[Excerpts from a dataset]
++++++++++
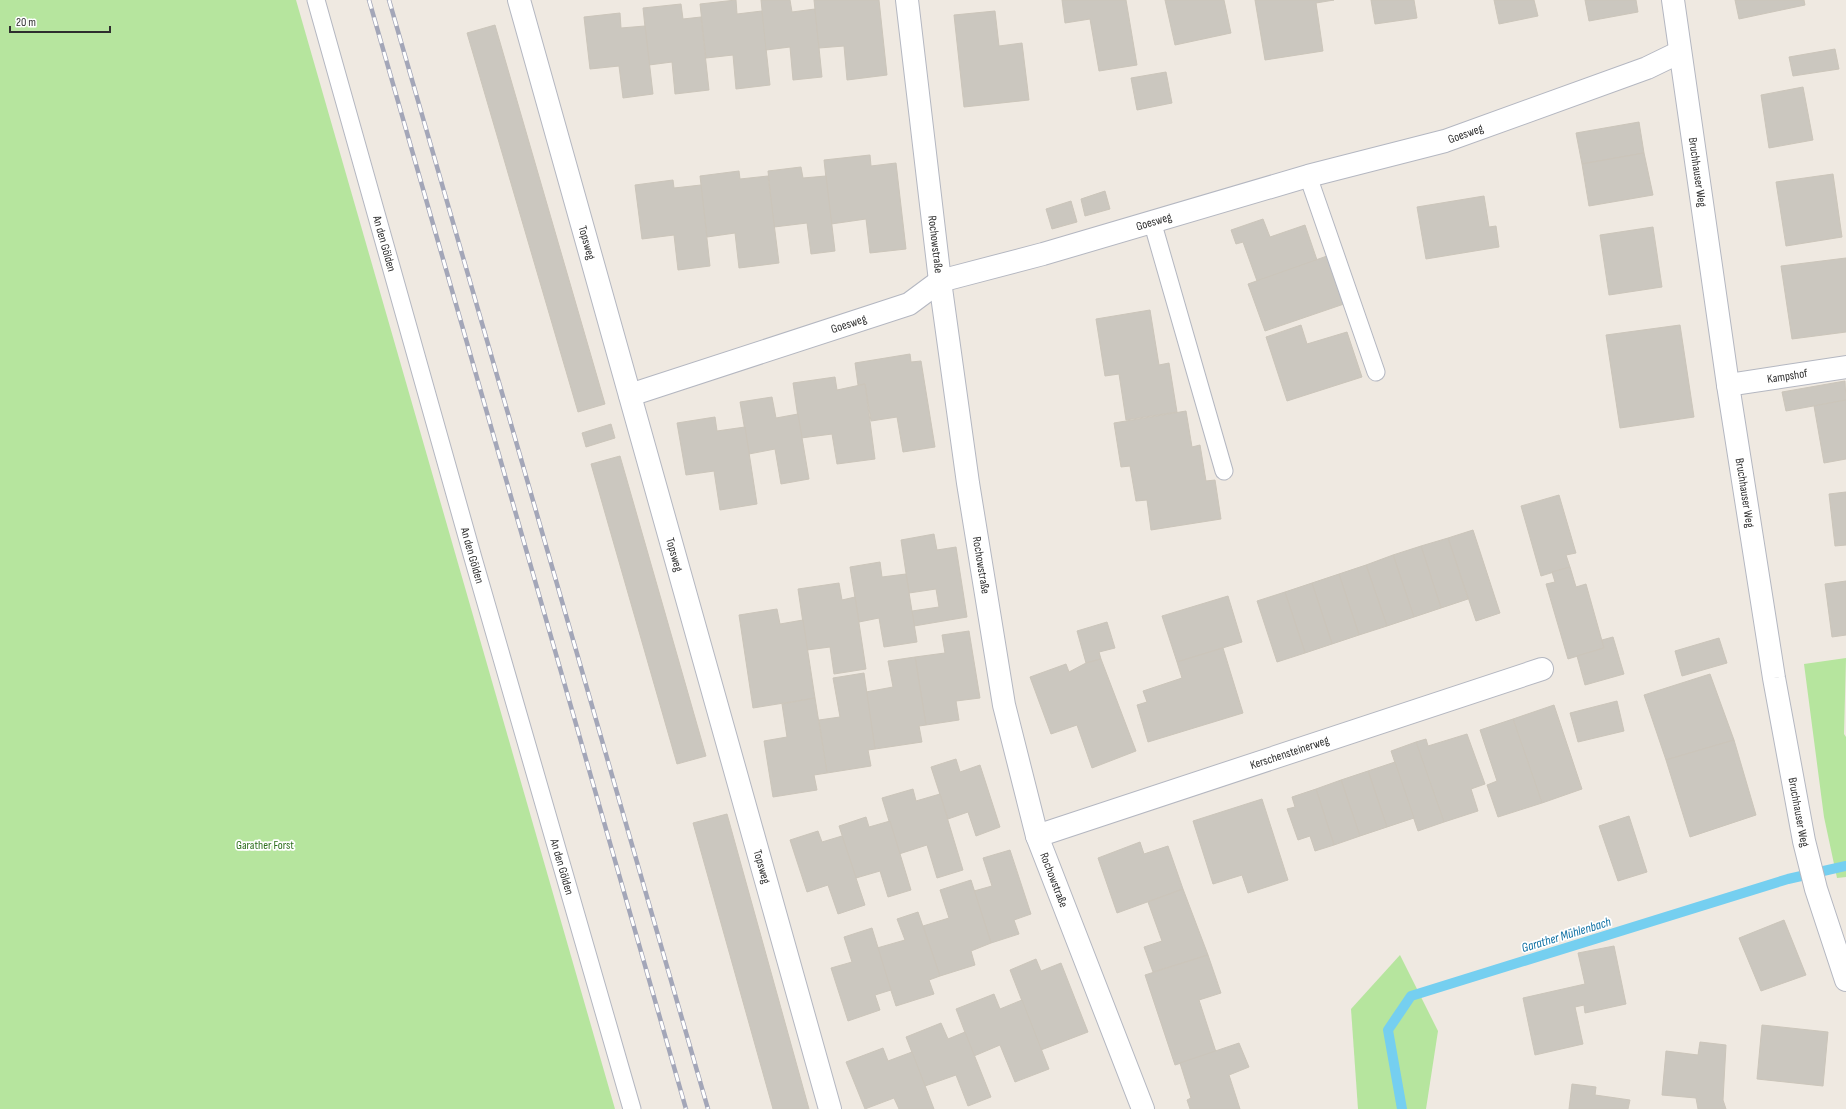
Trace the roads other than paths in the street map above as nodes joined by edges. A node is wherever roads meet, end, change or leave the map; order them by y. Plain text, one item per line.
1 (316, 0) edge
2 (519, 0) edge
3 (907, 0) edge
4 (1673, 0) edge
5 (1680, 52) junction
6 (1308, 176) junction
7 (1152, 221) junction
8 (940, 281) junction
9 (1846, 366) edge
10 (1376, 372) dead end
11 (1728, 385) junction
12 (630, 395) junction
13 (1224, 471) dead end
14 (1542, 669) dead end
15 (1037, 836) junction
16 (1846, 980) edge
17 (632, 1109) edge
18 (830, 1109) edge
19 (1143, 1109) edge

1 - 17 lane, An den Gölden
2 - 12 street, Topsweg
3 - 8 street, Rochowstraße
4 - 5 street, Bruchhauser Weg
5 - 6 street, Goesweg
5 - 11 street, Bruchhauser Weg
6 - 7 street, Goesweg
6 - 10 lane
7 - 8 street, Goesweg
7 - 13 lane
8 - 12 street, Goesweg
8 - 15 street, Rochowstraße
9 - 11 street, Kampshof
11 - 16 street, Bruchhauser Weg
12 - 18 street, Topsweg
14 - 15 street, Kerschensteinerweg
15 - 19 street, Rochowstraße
++++++++++
A picture-free version of all the records, repeated exactly, is what to return.

Trace the roads other than paths in the street map above as nodes joined by edges. A node is wherever roads meet, end, change or leave the map; order them by y. Plain text, one item per line.
1 (316, 0) edge
2 (519, 0) edge
3 (907, 0) edge
4 (1673, 0) edge
5 (1680, 52) junction
6 (1308, 176) junction
7 (1152, 221) junction
8 (940, 281) junction
9 (1846, 366) edge
10 (1376, 372) dead end
11 (1728, 385) junction
12 (630, 395) junction
13 (1224, 471) dead end
14 (1542, 669) dead end
15 (1037, 836) junction
16 (1846, 980) edge
17 (632, 1109) edge
18 (830, 1109) edge
19 (1143, 1109) edge

1 - 17 lane, An den Gölden
2 - 12 street, Topsweg
3 - 8 street, Rochowstraße
4 - 5 street, Bruchhauser Weg
5 - 6 street, Goesweg
5 - 11 street, Bruchhauser Weg
6 - 7 street, Goesweg
6 - 10 lane
7 - 8 street, Goesweg
7 - 13 lane
8 - 12 street, Goesweg
8 - 15 street, Rochowstraße
9 - 11 street, Kampshof
11 - 16 street, Bruchhauser Weg
12 - 18 street, Topsweg
14 - 15 street, Kerschensteinerweg
15 - 19 street, Rochowstraße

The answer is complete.